* _THE TASK_: Go through the material below and count the lines with the string "KEHÄ"; the number is the whole answer.
___ RECORDS FOR PROCESSING
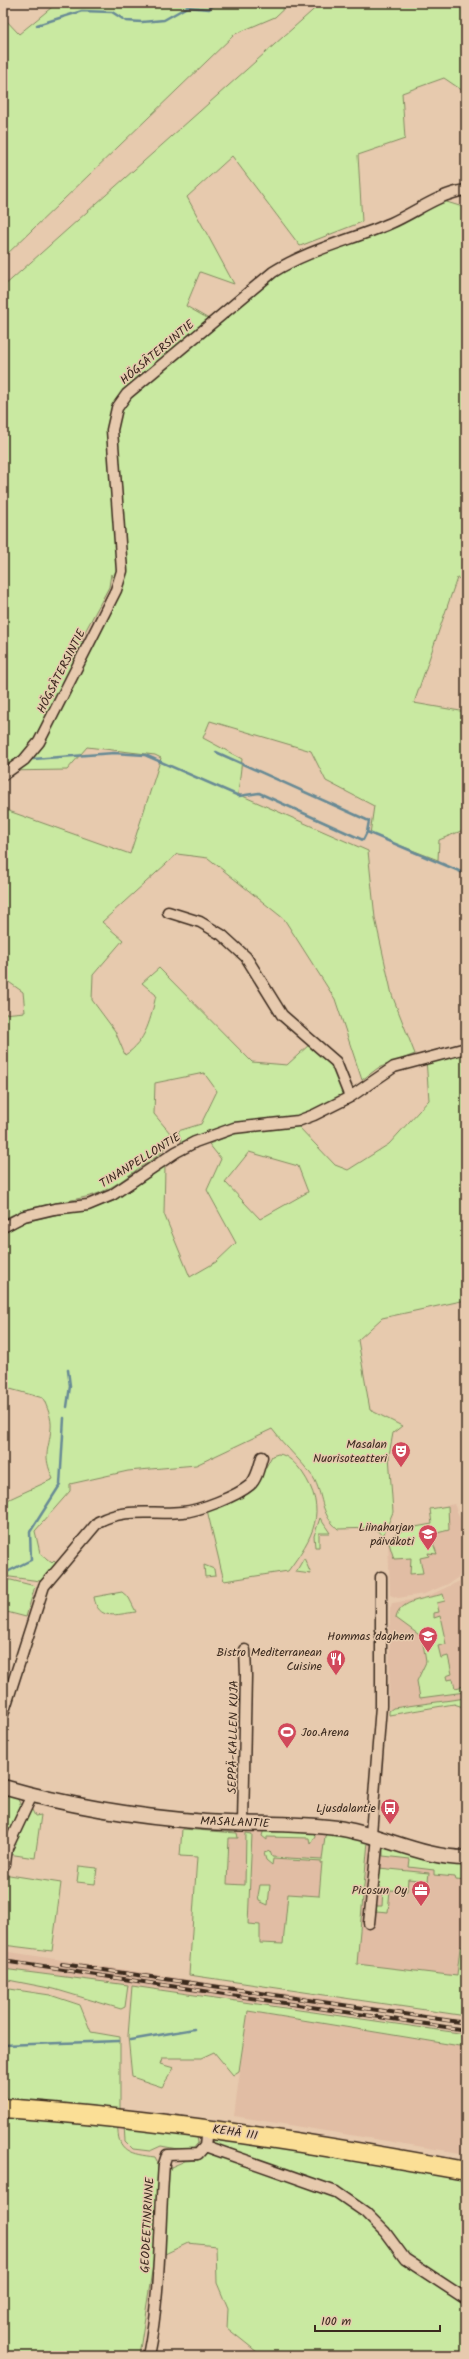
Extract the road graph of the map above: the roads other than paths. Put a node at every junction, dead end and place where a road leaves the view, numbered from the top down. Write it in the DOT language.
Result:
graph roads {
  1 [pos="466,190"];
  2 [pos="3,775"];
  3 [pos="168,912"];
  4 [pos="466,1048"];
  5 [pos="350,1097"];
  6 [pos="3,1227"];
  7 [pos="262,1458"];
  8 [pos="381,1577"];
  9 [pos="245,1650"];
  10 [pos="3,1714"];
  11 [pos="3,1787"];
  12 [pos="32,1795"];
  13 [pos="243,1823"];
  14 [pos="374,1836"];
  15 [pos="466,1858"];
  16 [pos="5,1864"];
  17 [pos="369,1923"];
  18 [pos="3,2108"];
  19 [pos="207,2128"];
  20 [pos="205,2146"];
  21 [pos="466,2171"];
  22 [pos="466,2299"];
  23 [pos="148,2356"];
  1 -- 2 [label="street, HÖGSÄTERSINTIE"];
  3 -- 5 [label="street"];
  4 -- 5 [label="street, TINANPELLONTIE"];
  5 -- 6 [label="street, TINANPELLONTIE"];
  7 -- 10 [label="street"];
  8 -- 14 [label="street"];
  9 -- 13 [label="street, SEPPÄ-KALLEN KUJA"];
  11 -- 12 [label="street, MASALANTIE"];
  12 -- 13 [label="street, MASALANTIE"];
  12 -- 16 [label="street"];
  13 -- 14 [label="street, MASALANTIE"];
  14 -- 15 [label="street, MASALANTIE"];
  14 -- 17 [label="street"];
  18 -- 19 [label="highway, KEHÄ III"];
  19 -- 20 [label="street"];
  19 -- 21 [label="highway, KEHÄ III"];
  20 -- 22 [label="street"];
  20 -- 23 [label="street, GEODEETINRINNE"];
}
______
* _EXERCISE OUTPUT_: 2